The Muslims, it should be pointed out, mirrored the age-old divide of color. Their leader, Elijah Muhammad, was “color struck.” He taught his followers that they were descended from “Asiatic blacks,” meaning that they were from Arab stock, not from the sub-Saharan Africa. Elijah was a light man, and so were a large part of the Muslim hierarchy; the so-called sub-Saharans in the movement had subordinate roles. When Malcolm X established contacts with newly independent African nations, he was admonished for associating with “these people.” Unlike Malcolm, Elijah would avoid travel to sub-Saharan Africa during his pilgrimage to Mecca in 1959. During at least two later visits to Africa, Ali himself would remark that African women would be more attractive if they had a little white blood in them.
The young Frazier and his family were on the rim of the culture, the father Rubin being too much of a pragmatist and survivalist to
become lost in the world of the black art. But his mother, Dolly, was never far from it, often telling the kids stories of the always looming Dr. Buzzard. She smoked a corncob pipe and was sensitive to spirits. A swarm of crows meant death, a strange noise in a walk by a graveyard meant that “the people were buried alive.” She worked in fields, tomato canneries, and picked crabs by hand on a small assembly line, with endless hours that rarely yielded more than five dollars a day. They lived on a ten-acre farm that Joe and his father tried to work with two mules; the earth didn’t give up much except watermelon; no vegetables for the table. Hard sun and flooding rain ran easily through the wood-tin roof of the six-room house that had no phone or plumbing, only an outhouse nearly a hundred yards away.

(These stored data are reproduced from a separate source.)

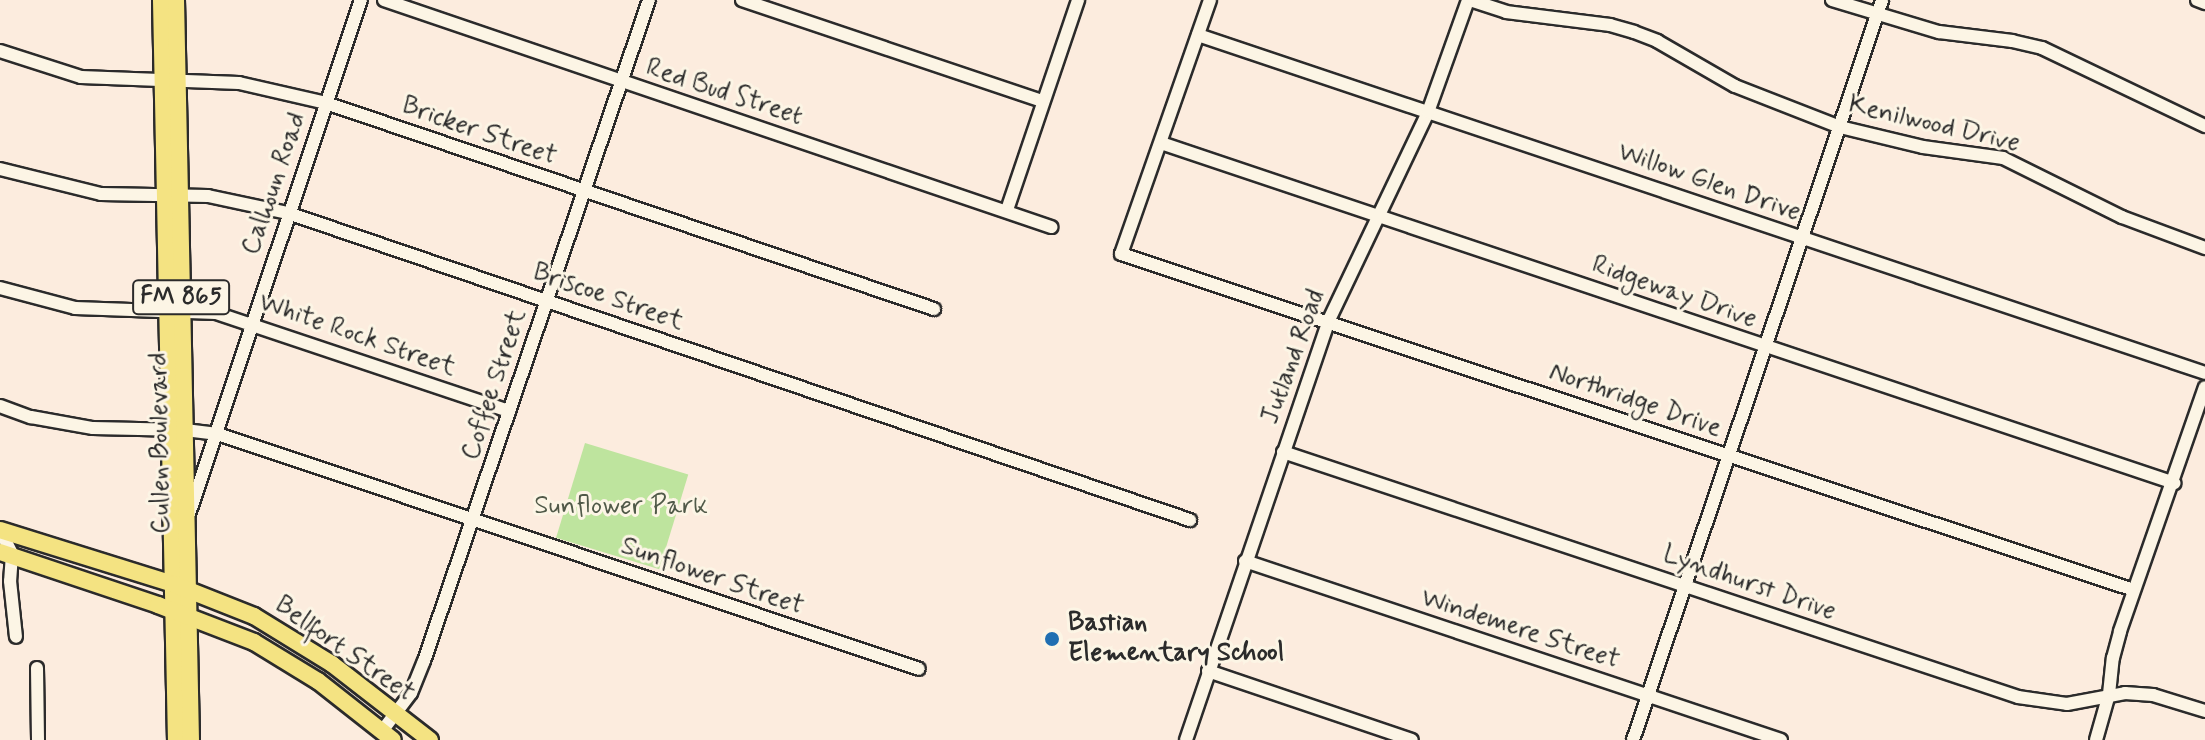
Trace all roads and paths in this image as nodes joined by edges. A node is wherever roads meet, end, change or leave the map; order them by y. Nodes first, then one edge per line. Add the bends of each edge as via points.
1 (161, 0) edge
2 (176, 0) edge
3 (361, 0) edge
4 (384, 0) edge
5 (649, 0) edge
6 (742, 0) edge
7 (1078, 0) edge
8 (1210, 0) edge
9 (1469, 0) edge
10 (1832, 0) edge
11 (1882, 0) edge
12 (2197, 0) edge
13 (2205, 3) edge
14 (1877, 16) junction
15 (1198, 35) junction
16 (0, 51) edge
17 (170, 82) junction
18 (622, 82) junction
19 (1042, 101) junction
20 (326, 103) junction
21 (1428, 112) junction
22 (2205, 126) edge
23 (1840, 127) junction
24 (1161, 143) junction
25 (0, 169) edge
26 (583, 191) junction
27 (172, 196) junction
28 (1007, 210) junction
29 (288, 213) junction
30 (1380, 218) junction
31 (1051, 227) dead end
32 (1803, 238) junction
33 (2205, 248) edge
34 (0, 288) edge
35 (546, 300) junction
36 (934, 309) dead end
37 (174, 312) junction
38 (252, 322) junction
39 (1328, 322) junction
40 (1766, 348) junction
41 (2205, 373) edge
42 (2205, 387) edge
43 (0, 406) edge
44 (509, 411) junction
45 (177, 430) junction
46 (218, 434) junction
47 (1283, 452) junction
48 (1730, 456) junction
49 (2174, 483) junction
50 (187, 519) junction
51 (473, 520) junction
52 (1190, 520) dead end
53 (0, 530) edge
54 (6, 553) edge
55 (1245, 561) junction
56 (5, 581) edge
57 (173, 584) junction
58 (1686, 586) junction
59 (189, 590) junction
60 (2134, 590) junction
61 (180, 613) junction
62 (16, 637) dead end
63 (332, 664) junction
64 (37, 668) dead end
65 (919, 669) dead end
66 (1208, 671) junction
67 (318, 681) junction
68 (2109, 694) junction
69 (1647, 695) junction
70 (2205, 711) edge
71 (397, 714) junction
72 (388, 736) edge
73 (38, 740) edge
74 (176, 740) edge
75 (191, 740) edge
76 (430, 740) edge
77 (1186, 740) edge
78 (1412, 740) edge
79 (1633, 740) edge
80 (1781, 740) edge
81 (2096, 740) edge

1 - 17 main road, Cullen Boulevard / FM 865
2 - 17 main road, Cullen Boulevard / FM 865
3 - 20 street, Calhoun Road
4 - 18 street, Red Bud Street
5 - 18 street, Coffee Street
6 - 19 street
7 - 19 street
8 - 15 street
9 - 21 street, Jutland Road
9 - 23 street, Kenilwood Drive via 1506,12 1596,22 1634,32 1735,86
10 - 14 street
11 - 14 street
12 - 13 street
14 - 22 street via 2042,48
14 - 23 street
15 - 21 street, Willow Glen Drive
15 - 24 street
16 - 17 street, Bricker Street via 81,77
17 - 20 street, Bricker Street via 239,83
17 - 27 main road, Cullen Boulevard / FM 865
18 - 26 street, Coffee Street
18 - 28 street, Red Bud Street
19 - 28 street
20 - 26 street, Bricker Street
20 - 29 street, Calhoun Road
21 - 30 street, Jutland Road
21 - 32 street, Willow Glen Drive
23 - 32 street
23 - 33 street, Kenilwood Drive via 1923,147 2003,158 2122,217
24 - 30 street, Ridgeway Drive
24 - 39 street, Northridge Drive via 1121,254
25 - 27 street, Briscoe Street via 101,194
26 - 35 street, Coffee Street
26 - 36 street, Bricker Street
27 - 29 street, Briscoe Street via 232,199
27 - 37 main road, Cullen Boulevard / FM 865
28 - 31 street, Red Bud Street
29 - 35 street, Briscoe Street
29 - 38 street, Calhoun Road
30 - 39 street, Jutland Road
30 - 40 street, Ridgeway Drive
32 - 40 street
32 - 41 street, Willow Glen Drive
34 - 37 street, White Rock Street via 75,308
35 - 44 street, Coffee Street
35 - 52 street, Briscoe Street
37 - 38 street, White Rock Street via 216,313
37 - 45 main road, Cullen Boulevard / FM 865
38 - 44 street, White Rock Street
38 - 46 street, Calhoun Road
39 - 47 street, Jutland Road
39 - 48 street, Northridge Drive
40 - 48 street
40 - 49 street, Ridgeway Drive
42 - 49 street
43 - 45 street via 93,428
44 - 51 street, Coffee Street
45 - 46 street, Sunflower Street
45 - 50 main road, Cullen Boulevard / FM 865
45 - 57 main road, Cullen Boulevard / FM 865
46 - 50 street, Calhoun Road
46 - 51 street, Sunflower Street
47 - 55 street, Jutland Road
47 - 58 street, Lyndhurst Drive
48 - 58 street
48 - 60 street, Northridge Drive
49 - 60 street
50 - 59 main road, Cullen Boulevard / FM 865
51 - 65 street, Sunflower Street
51 - 71 street, Coffee Street via 424,661
53 - 54 street
53 - 57 main road, Bellfort Street
54 - 56 street
54 - 61 main road, Bellfort Street
55 - 66 street, Jutland Road
55 - 69 street, Windemere Street
56 - 62 street
57 - 59 main road, Bellfort Street
57 - 61 main road, Cullen Boulevard / FM 865
58 - 68 street, Lyndhurst Drive via 2028,700 2067,704
58 - 69 street
59 - 61 main road, Cullen Boulevard / FM 865
59 - 63 main road, Bellfort Street via 254,616
60 - 68 street via 2113,658
61 - 67 main road, Bellfort Street via 254,642
61 - 74 main road, Cullen Boulevard / FM 865
61 - 75 main road, Cullen Boulevard / FM 865
63 - 67 main road
63 - 71 main road, Bellfort Street
64 - 73 street
66 - 77 street, Jutland Road
66 - 78 street
67 - 72 main road, Bellfort Street
68 - 70 street, Lyndhurst Drive via 2153,695
68 - 81 street
69 - 79 street
69 - 80 street, Windemere Street
71 - 72 street, Coffee Street
71 - 76 main road, Bellfort Street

Rubin was a one-armed man, having lost his left wing over a woman. Her full-time lover was jealous, suspected Rubin, and shredded his arm with a pistol. He was lucky, he could have been hit by what they called a “ten-cent” pistol composed of lye, human urine and honey that disfigured, a prospect not to the liking of a ladies’ man such as Rubin. He once told Joe that, in all, he had fathered twenty-six children, an attainment of high order that Joe hoped to duplicate, such was his admiration for his father. When Joe was born, his father named him Billy, after his rugged old Ford that never let him down on the dark back roads he raced through. “He gonna be my left arm,” Rubin said of the baby. By day, Rubin was an overseer on the Bellamy farm, at night he cooked up “white lightning” that he sold for seven dollars a gallon. Turned age seven, Joe began helping him with late-night liquor deliveries. “I was never little, or played little,” he would say. “I ran with my father.”

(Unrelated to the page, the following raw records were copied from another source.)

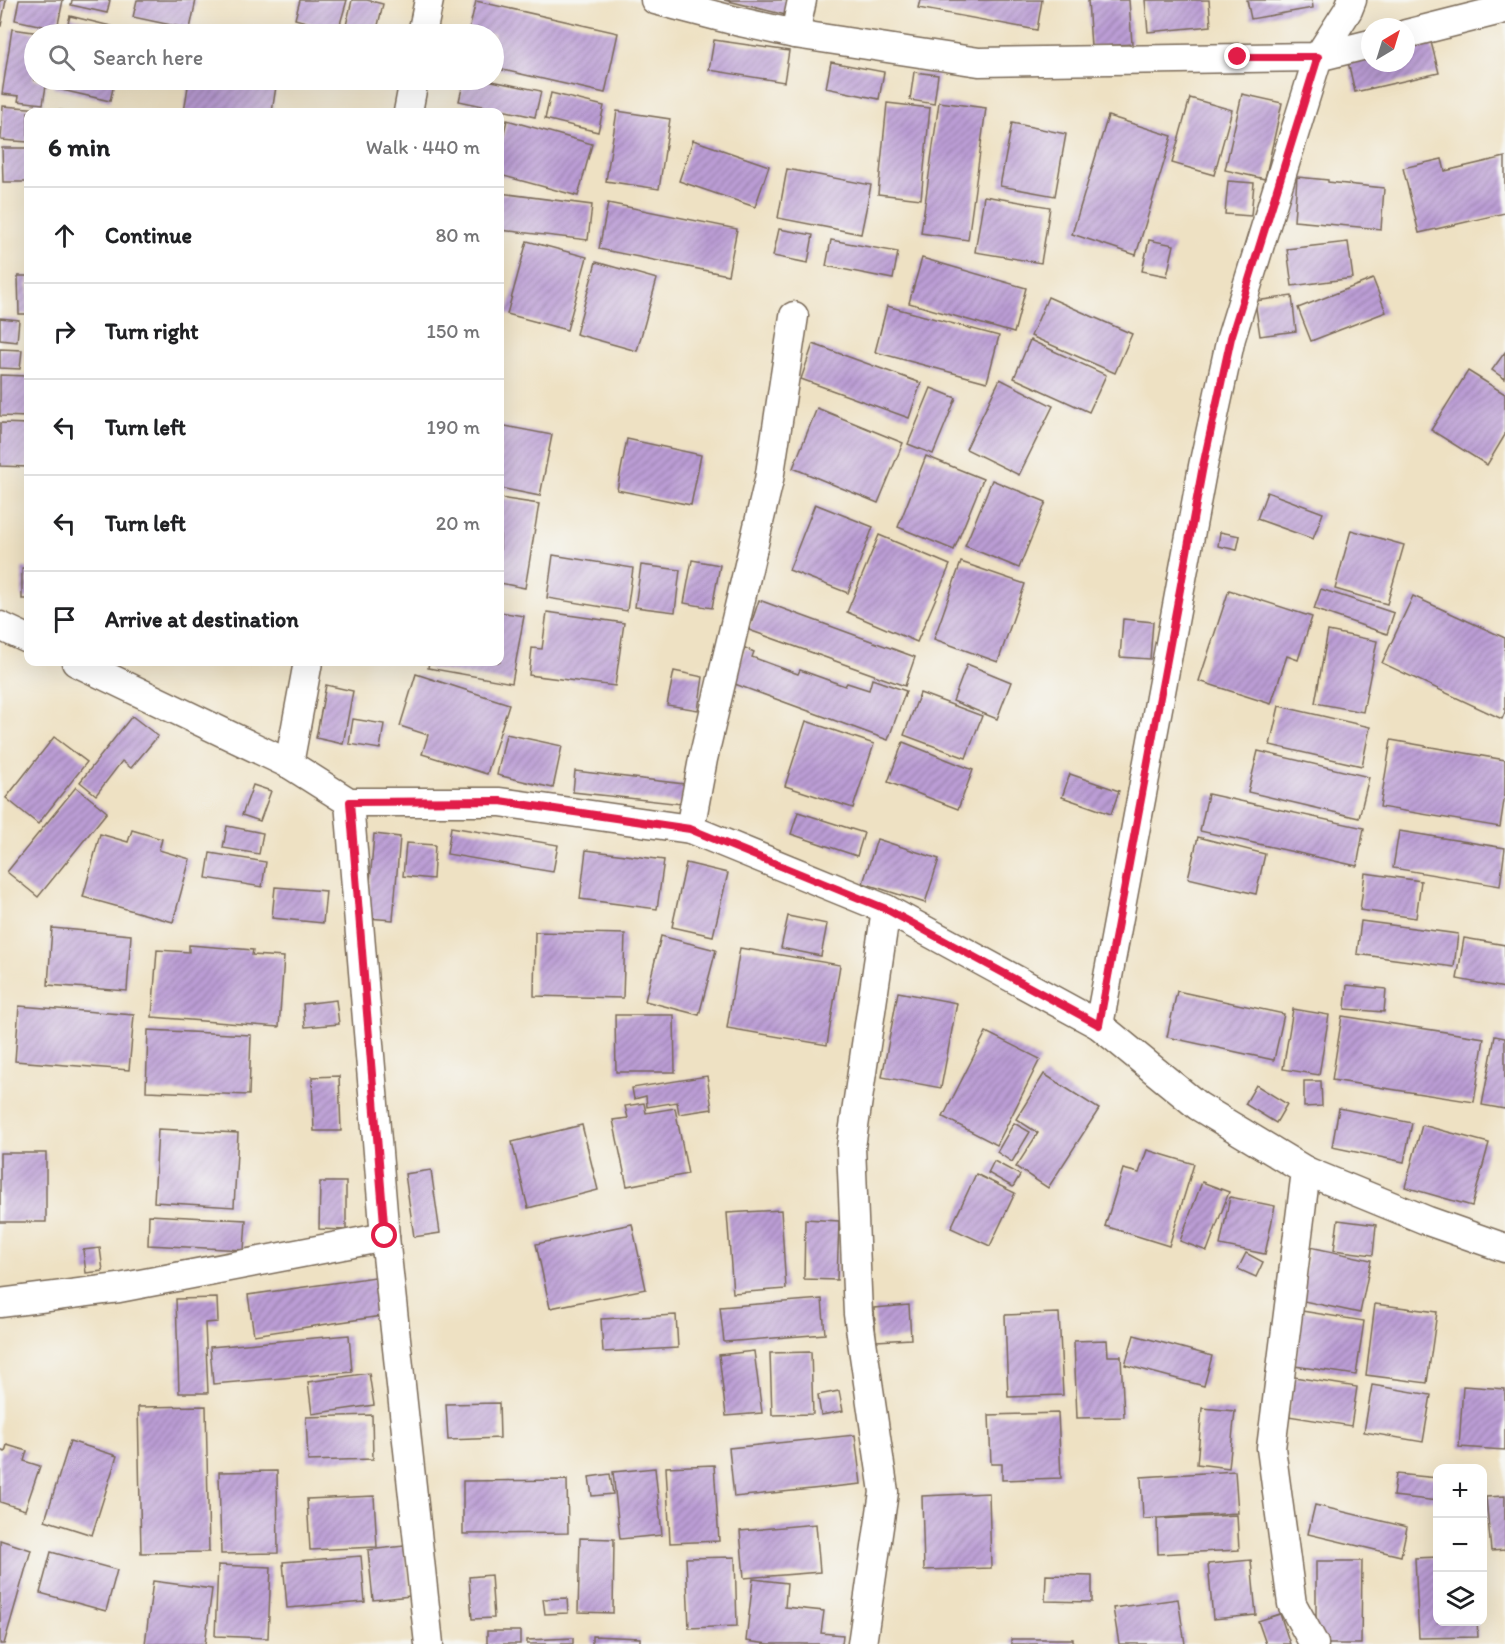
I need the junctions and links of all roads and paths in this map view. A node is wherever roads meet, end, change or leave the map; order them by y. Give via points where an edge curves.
1 (429, 0) edge
2 (656, 0) edge
3 (802, 0) edge
4 (1352, 0) edge
5 (1505, 9) edge
6 (424, 24) edge
7 (1415, 32) edge
8 (795, 34) junction
9 (1361, 46) edge
10 (1318, 57) junction
11 (412, 90) edge
12 (409, 108) edge
13 (794, 316) dead end
14 (0, 626) edge
15 (24, 637) edge
16 (84, 666) edge
17 (307, 666) edge
18 (289, 764) junction
19 (350, 802) junction
20 (690, 829) junction
21 (886, 909) junction
22 (1099, 1025) junction
23 (1306, 1171) junction
24 (385, 1236) junction
25 (1505, 1248) edge
26 (0, 1303) edge
27 (429, 1644) edge
28 (862, 1644) edge
29 (1314, 1644) edge

1 - 6 street
2 - 8 street
3 - 8 street
4 - 10 street
5 - 7 street
8 - 10 street via 979,62
9 - 10 street
10 - 22 street via 1231,338 1201,477
11 - 12 street
13 - 20 street via 769,480
14 - 15 street
16 - 18 street
17 - 18 street
18 - 19 street
19 - 20 street via 500,801
19 - 24 street
20 - 21 street
21 - 22 street
21 - 28 street via 851,1147 858,1314 884,1492
22 - 23 street via 1198,1106
23 - 25 street
23 - 29 street via 1271,1448 1292,1604
24 - 26 street via 119,1288
24 - 27 street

In the early fifties, Rubin bought a small television, and the high point of Joe’s week was watching the weekly fights with his father and uncles. No matter who was fighting, the talk always ended up with the name Joe Louis. His father respected Louis so much that the name blazed in Joe’s head. To show his father that he could be Louis,
too, he put a bag on a tree limb filled with bricks at the center, rags, and corncobs, and he pounded the bag day after day with an audience of his two mules, Buck and Jenny, until his hands were bloody, the hand-wrapping with his father’s ties being little protection. The stern Dolly didn’t like it much, and allowed him only an hour with the bag. She tried to curb his father’s influence by taking him to church, where his main function was to hold on to his mother’s hysterical friend who would be so in rapture that she might shake herself into injury. A dedicated truant in school, Joe was soon working with his father on the Bellamy land, and he lay awake plotting how he could make his way elsewhere, away from a place where doctors treated whites first, where a white store had a parrot that sang: “Niggers teefing, niggers teefing.” Teefing meaning stealing.